Problem to solve: In the material below, find the line that contains "<< /PageSize [2059 1700] >> setpagedevice" and the line that contains "4 setmiterlimit", then write out exactly those two lines and everything between them.

Listed entries:
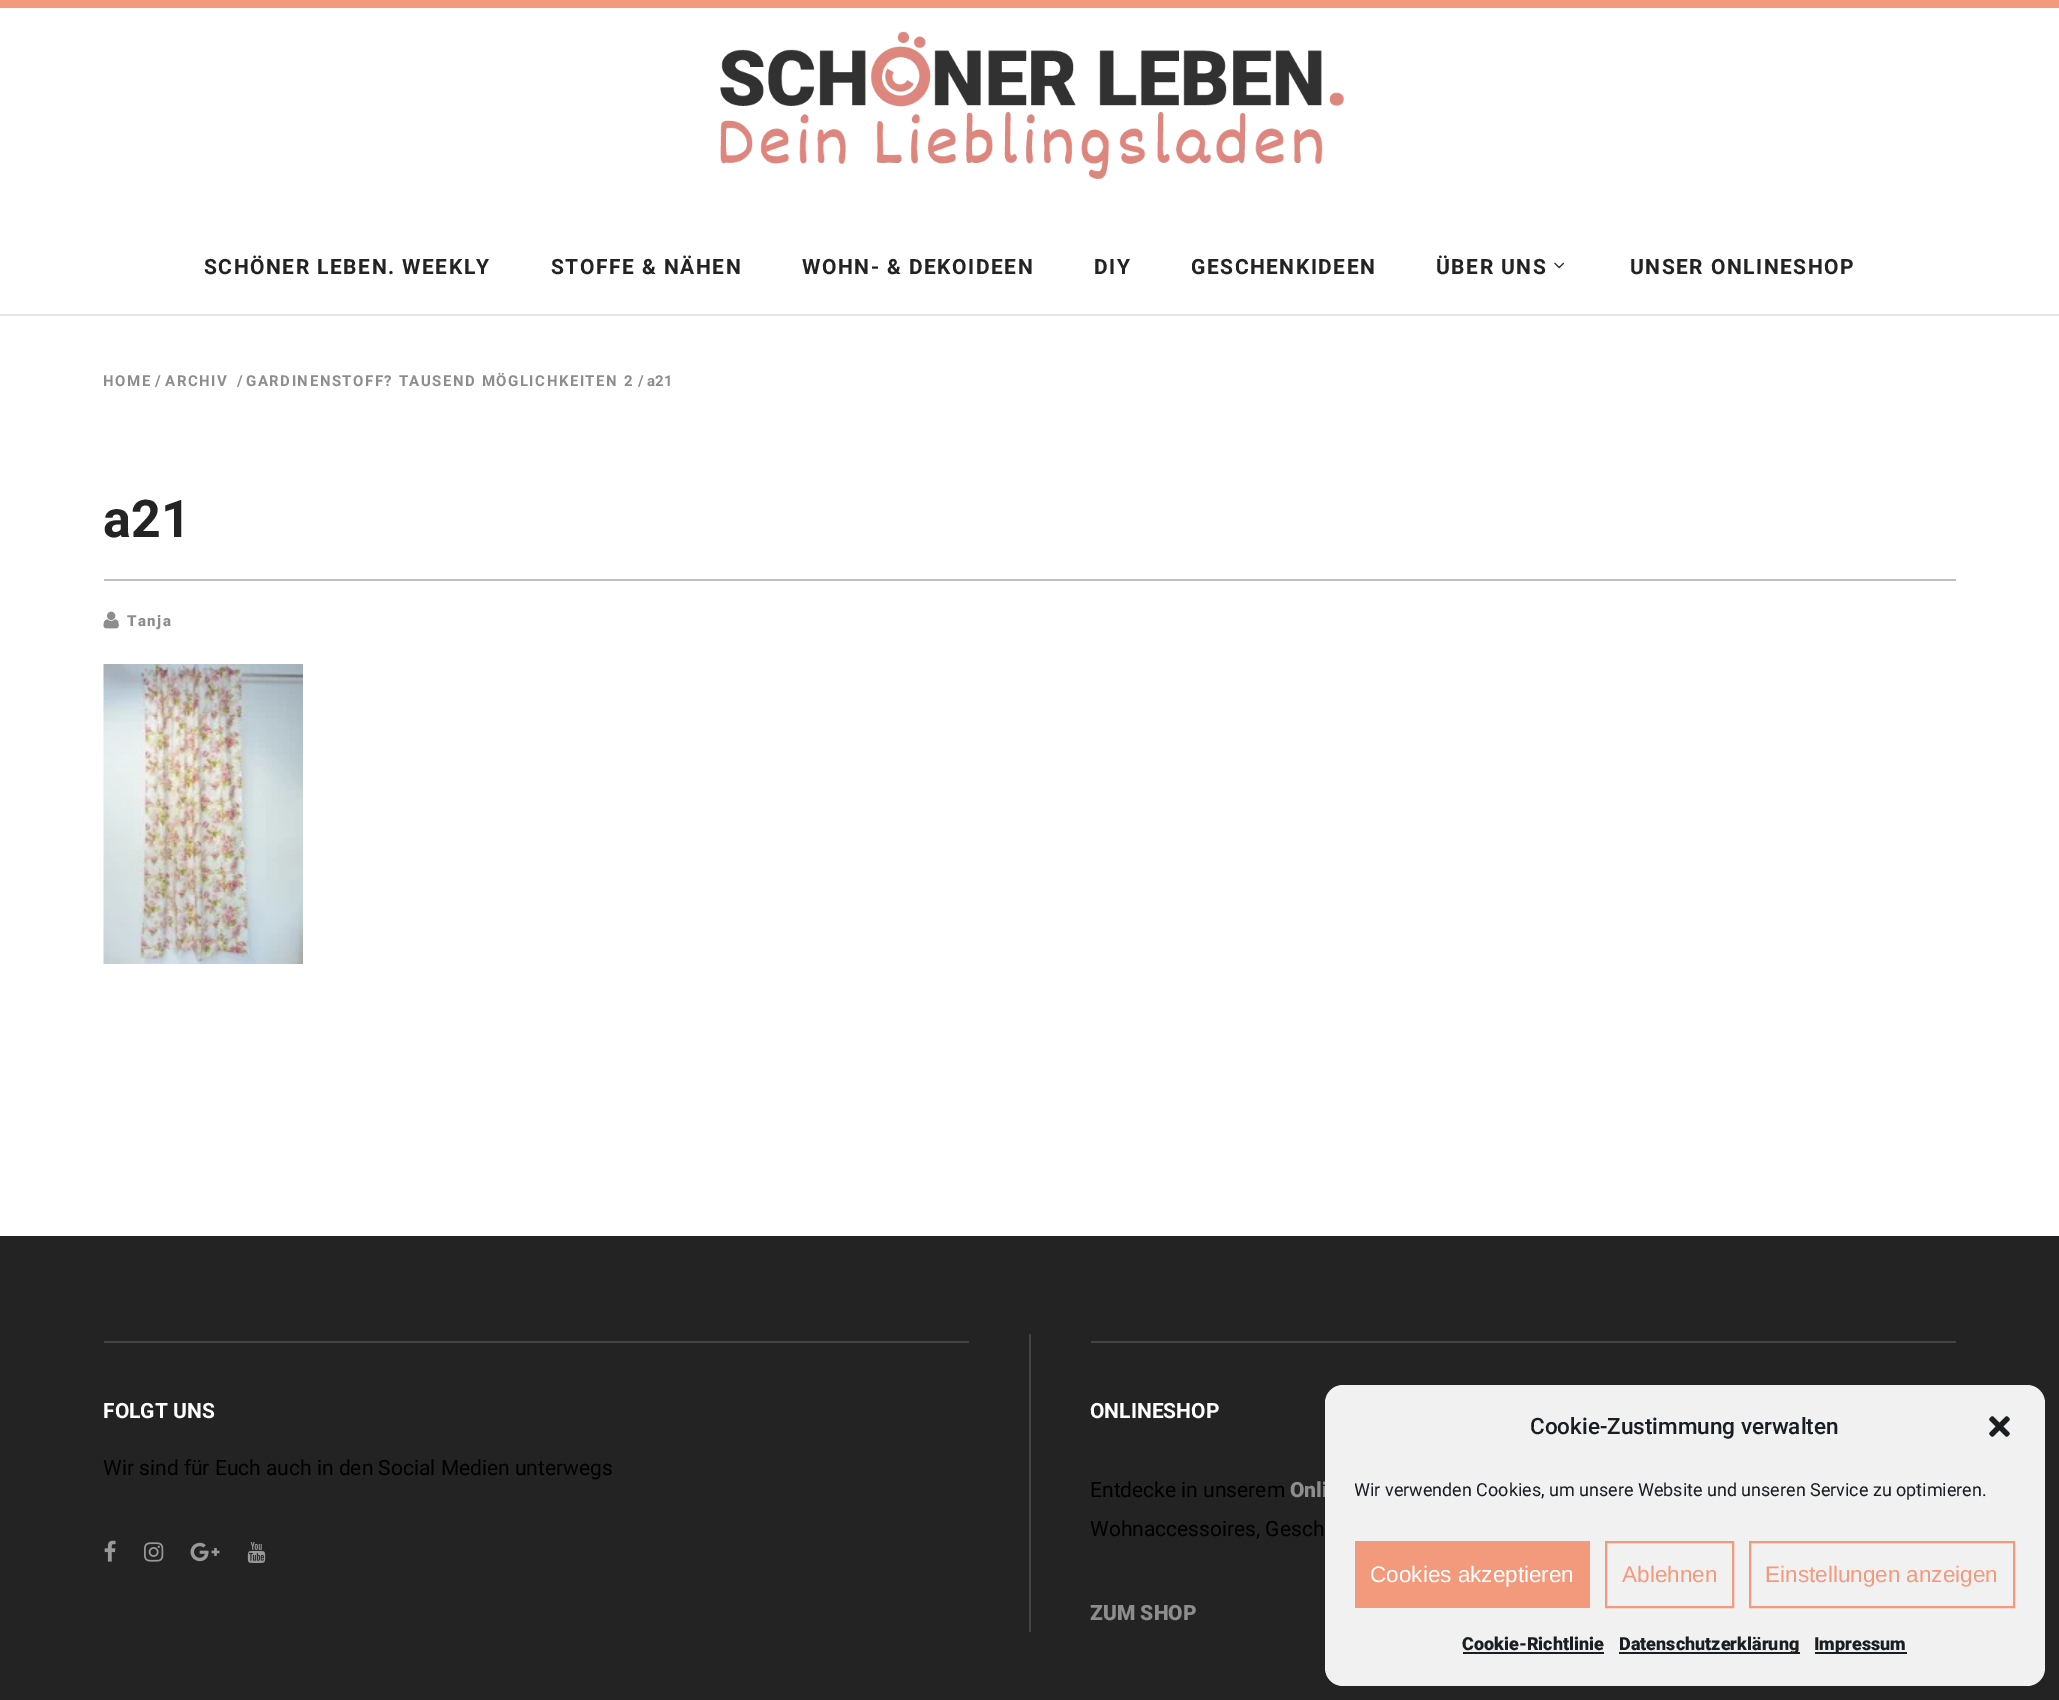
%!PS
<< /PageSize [2059 1700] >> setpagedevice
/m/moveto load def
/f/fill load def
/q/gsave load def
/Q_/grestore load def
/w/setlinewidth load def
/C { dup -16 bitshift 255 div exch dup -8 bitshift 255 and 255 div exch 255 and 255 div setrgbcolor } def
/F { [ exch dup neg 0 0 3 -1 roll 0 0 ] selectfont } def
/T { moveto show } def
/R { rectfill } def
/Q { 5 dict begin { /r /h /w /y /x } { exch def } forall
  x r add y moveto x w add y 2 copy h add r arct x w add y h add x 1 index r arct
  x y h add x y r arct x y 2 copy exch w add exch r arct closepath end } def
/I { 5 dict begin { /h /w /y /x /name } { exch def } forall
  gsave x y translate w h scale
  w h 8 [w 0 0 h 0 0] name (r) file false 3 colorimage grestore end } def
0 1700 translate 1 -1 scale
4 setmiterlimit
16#FFFFFF C
0 0 2059 1700 R
16#F39A7D C
0 0 2059 8 R
16#E5E5E5 C
0 314 2059 2 R
(1.rgb) 720 31 624 148 I
/Roboto-Bold 21 F
16#232323 C
204 274 m 1.5 0 (SCHÖNER LEBEN. WEEKLY) ashow
551 274 m 1.5 0 (STOFFE & NÄHEN) ashow
802 274 m 1.5 0 (WOHN- & DEKOIDEEN) ashow
1094 274 m 1.5 0 (DIY) ashow
1191 274 m 1.5 0 (GESCHENKIDEEN) ashow
1436 274 m 1.5 0 (ÜBER UNS) ashow
(2.rgb) 1554 262 10 7 I
1630 274 m 1.5 0 (UNSER ONLINESHOP) ashow
/Roboto-Bold 15 F
16#8D8D8D C
103 386 m 1.5 0 (HOME) ashow
(/) 155 386 T
165 386 m 1.5 0 (ARCHIV) ashow
(/) 237 386 T
246 386 m 1.5 0 (GARDINENSTOFF? TAUSEND MÖGLICHKEITEN 2) ashow
(/ a21) 638 386 T
/Roboto-Bold 52 F
16#232323 C
(a21) 103 537 T
16#BCC0C4 C
104 579 1852 2 R
(3.rgb) 103 611 16 18 I
/Roboto-Black 15 F
16#8D8D8D C
127 626 m 1.5 0 (Tanja) ashow
(4.rgb) 103 664 200 300 I
16#232323 C
0 1236 2059 464 R
16#444444 C
1029 1334 2 298 R
104 1341 865 2 R
/Roboto-Bold 21 F
16#FFFFFF C
(FOLGT UNS) 103 1418 T
/Roboto-Regular 21 F
16#000000 C
(Wir sind für Euch auch in den Social Medien unterwegs) 103 1475 T
(5.rgb) 104 1540 12 22 I
(6.rgb) 144 1542 20 20 I
(7.rgb) 190 1542 30 20 I
(8.rgb) 247 1542 19 21 I
16#444444 C
1091 1341 865 2 R
/Roboto-Bold 21 F
16#FFFFFF C
(ONLINESHOP) 1090 1418 T
/Roboto-Regular 21 F
16#000000 C
(Entdecke in unserem) 1090 1497 T
/Roboto-Black 21 F
16#8D8D8D C
(Onli) 1290 1497 T
/Roboto-Regular 21 F
16#000000 C
(Wohnaccessoires, Gesch) 1090 1536 T
/Roboto-Black 21 F
16#8D8D8D C
(ZUM SHOP) 1090 1620 T
16#F1F1F1 C
1325 1385 720 301 18 Q f
/Roboto-Medium 22.5 F
16#191E23 C
(Cookie-Zustimmung verwalten) 1530 1434 T
(9.rgb) 1989 1416 21 21 I
q
1355 1476 660 35 rectclip
/Roboto-Regular 18 F
(Wir verwenden Cookies, um unsere Website und unseren Service zu optimieren.) 1354 1496 T
Q_
16#F39A7D C
1355 1541 235 67 R
/LiberationSans-Regular 22.5 F
16#FFFFFF C
(Cookies akzeptieren) 1370 1582 T
16#F39A7D C
2 w
1606 1542 127 65 rectstroke
(Ablehnen) 1622 1582 T
1750 1542 264 65 rectstroke
(Einstellungen anzeigen) 1765 1582 T
/Roboto-Black 18 F
16#191E23 C
(Cookie-Richtlinie) 1462 1650 T
1463 1652 141 2 R
1619 1652 181 2 R
(Datenschutzerklärung) 1619 1650 T
1815 1652 92 2 R
(Impressum) 1814 1650 T
showpage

Task solution:
<< /PageSize [2059 1700] >> setpagedevice
/m/moveto load def
/f/fill load def
/q/gsave load def
/Q_/grestore load def
/w/setlinewidth load def
/C { dup -16 bitshift 255 div exch dup -8 bitshift 255 and 255 div exch 255 and 255 div setrgbcolor } def
/F { [ exch dup neg 0 0 3 -1 roll 0 0 ] selectfont } def
/T { moveto show } def
/R { rectfill } def
/Q { 5 dict begin { /r /h /w /y /x } { exch def } forall
  x r add y moveto x w add y 2 copy h add r arct x w add y h add x 1 index r arct
  x y h add x y r arct x y 2 copy exch w add exch r arct closepath end } def
/I { 5 dict begin { /h /w /y /x /name } { exch def } forall
  gsave x y translate w h scale
  w h 8 [w 0 0 h 0 0] name (r) file false 3 colorimage grestore end } def
0 1700 translate 1 -1 scale
4 setmiterlimit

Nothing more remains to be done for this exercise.